The Department of Veterans Affairs (VA) medical center in Phoenix has been keeping a secret list of patients with long-delayed appointments, a practice which has been linked to the deaths of at least 40 veterans, according to an April 23 report by CNN.
The secret list kept by the Phoenix Veterans Affairs Health Care System was part of a cover-up created by VA managers to hide the fact that more than 1,400 veterans were forced to wait many months to see a doctor, according to CNN’s interview with a retired VA doctor, Sam Foote, who worked at the facility for 24 years. American Legion National Commander Daniel M. Dellinger said if the allegations are true, the secret list in Phoenix “is one of the most abhorrent acts ever committed in VA history.”
The American Legion is meeting with top VA Central Office officials in Washington today to discuss the issue and the department’s response to it.
Dellinger is sending a team of American Legion experts to Phoenix next month to give local veterans a chance to discuss the quality of their VA health care. The team, part of the Legion’s System Worth Saving Task Force, will also conduct a two-day site visit to the Phoenix medical center where they will interview administrators, medical staff and patients.
Dr. Foote told CNN that the Phoenix hospital also maintains a “sham” list that it shares with the VA Central Office, which falsely indicates Phoenix has been providing timely appointments for its patients.

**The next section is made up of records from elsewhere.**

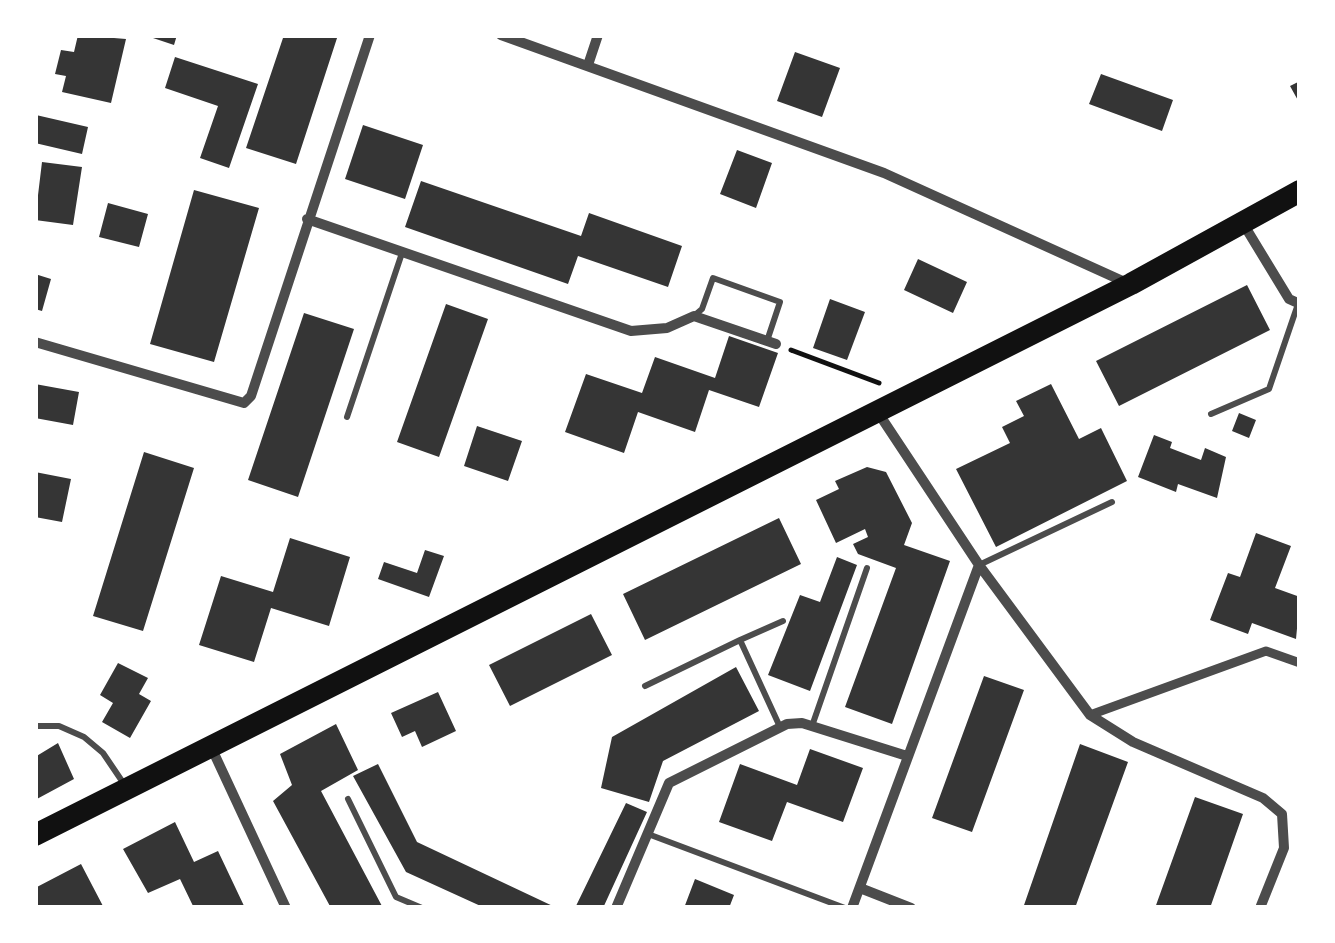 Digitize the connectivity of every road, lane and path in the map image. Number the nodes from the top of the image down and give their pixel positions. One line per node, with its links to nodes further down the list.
1 (370, 35): 6 (street)
2 (500, 35): 4 (street)
3 (598, 35): 4 (street)
4 (588, 65): 9 (street)
5 (1300, 192): 7 (main road)
6 (306, 219): 8 (street); 12 (street)
7 (1244, 225): 9 (main road); 10 (street)
8 (402, 253): 11 (street); 17 (lane)
9 (1130, 284): 14 (main road)
10 (1299, 303): 16 (lane)
11 (694, 316): 13 (street); 13 (lane)
12 (35, 342)
13 (771, 343): 14 (path)
14 (910, 395): 15 (main road)
15 (876, 411): 19 (street); 29 (main road)
16 (1211, 414)
17 (348, 417)
18 (1112, 502): 19 (lane)
19 (979, 565): 25 (street); 30 (street)
20 (866, 568): 27 (lane)
21 (783, 620): 22 (lane)
22 (740, 640): 24 (lane); 28 (lane)
23 (1300, 663): 25 (street)
24 (645, 686)
25 (1090, 716): 41 (street)
26 (35, 726): 31 (lane)
27 (812, 726): 28 (street); 30 (street)
28 (780, 727): 33 (street)
29 (212, 750): 31 (main road); 36 (street)
30 (907, 756): 35 (street)
31 (127, 790): 34 (main road)
32 (348, 799): 37 (lane)
33 (648, 834): 38 (street); 39 (lane)
34 (35, 835)
35 (860, 888): 39 (street); 40 (street)
36 (286, 908)
37 (422, 908)
38 (616, 908)
39 (849, 908)
40 (911, 908)
41 (1260, 908) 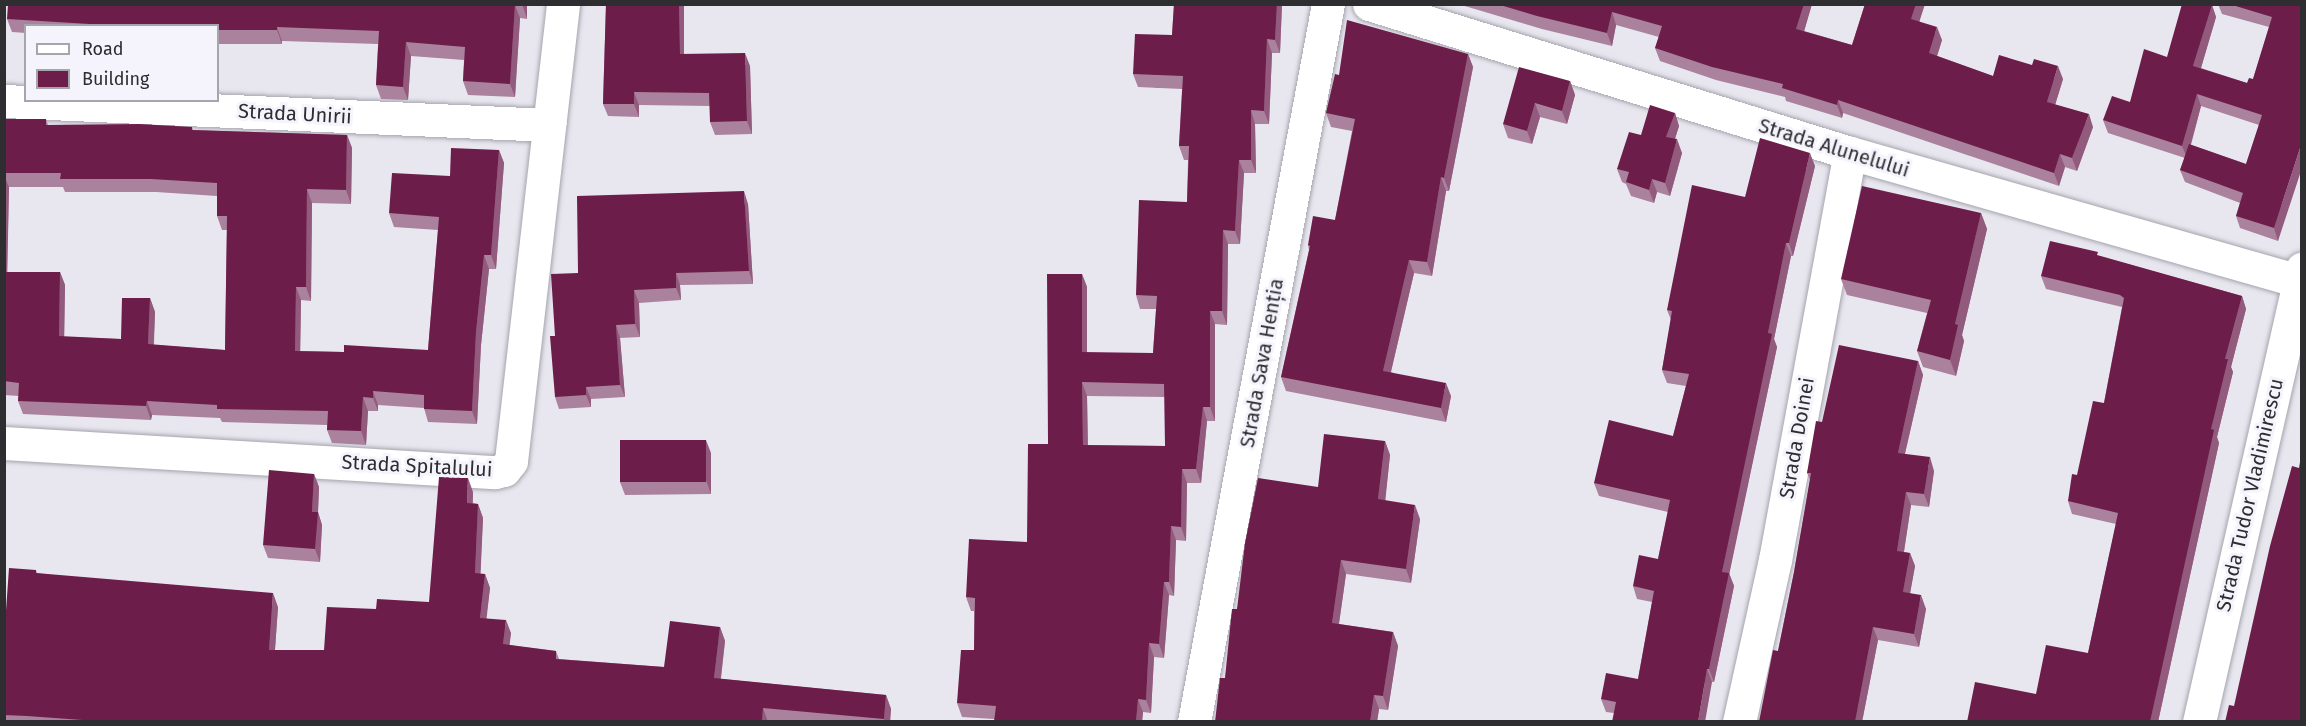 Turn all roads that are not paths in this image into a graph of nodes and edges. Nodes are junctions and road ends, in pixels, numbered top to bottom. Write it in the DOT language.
graph roads {
  1 [pos="563,4"];
  2 [pos="1328,4"];
  3 [pos="1369,4"];
  4 [pos="4,101"];
  5 [pos="24,102"];
  6 [pos="27,102"];
  7 [pos="549,125"];
  8 [pos="1850,153"];
  9 [pos="2300,278"];
  10 [pos="4,443"];
  11 [pos="1194,722"];
  12 [pos="1739,722"];
  13 [pos="2199,722"];
  1 -- 7 [label="street, Strada Spitalului"];
  2 -- 11 [label="street, Strada Sava Henția"];
  3 -- 8 [label="street, Strada Alunelului"];
  4 -- 5 [label="street, Strada Unirii"];
  6 -- 7 [label="street, Strada Unirii"];
  7 -- 10 [label="street, Strada Spitalului"];
  8 -- 9 [label="street, Strada Alunelului"];
  8 -- 12 [label="street, Strada Doinei"];
  9 -- 13 [label="street, Strada Tudor Vladimirescu"];
}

“If this is all true,” Dellinger said, “it is a new low in a string of breakdowns at VA medical centers – Columbia, S.C.; Augusta, Ga.; Jackson, Miss.; the list goes on – that have caused the needless deaths of individuals who served this country with honor.”
“We’re going to find out what happened in Phoenix,” Dellinger said. “We are going to find out who was responsible for this secret list and if they are still working for VA. These preventable deaths keep mounting, and yet we see not a single VA manager being held accountable. The American Legion will work with Congress and the VA Central Office to find out exactly what has been happening, and why. It is not sufficient for VA to simply say it’s going to try to do better next time, without holding people accountable.”
The CNN report only fuels criticism about the department’s reputation for a lack of accountability among senior leadership, Dellinger said. “Preventable deaths, construction delays, cost overruns, gaming the system, over-medicating our veterans – where does it all end? This issue must be addressed at every level.”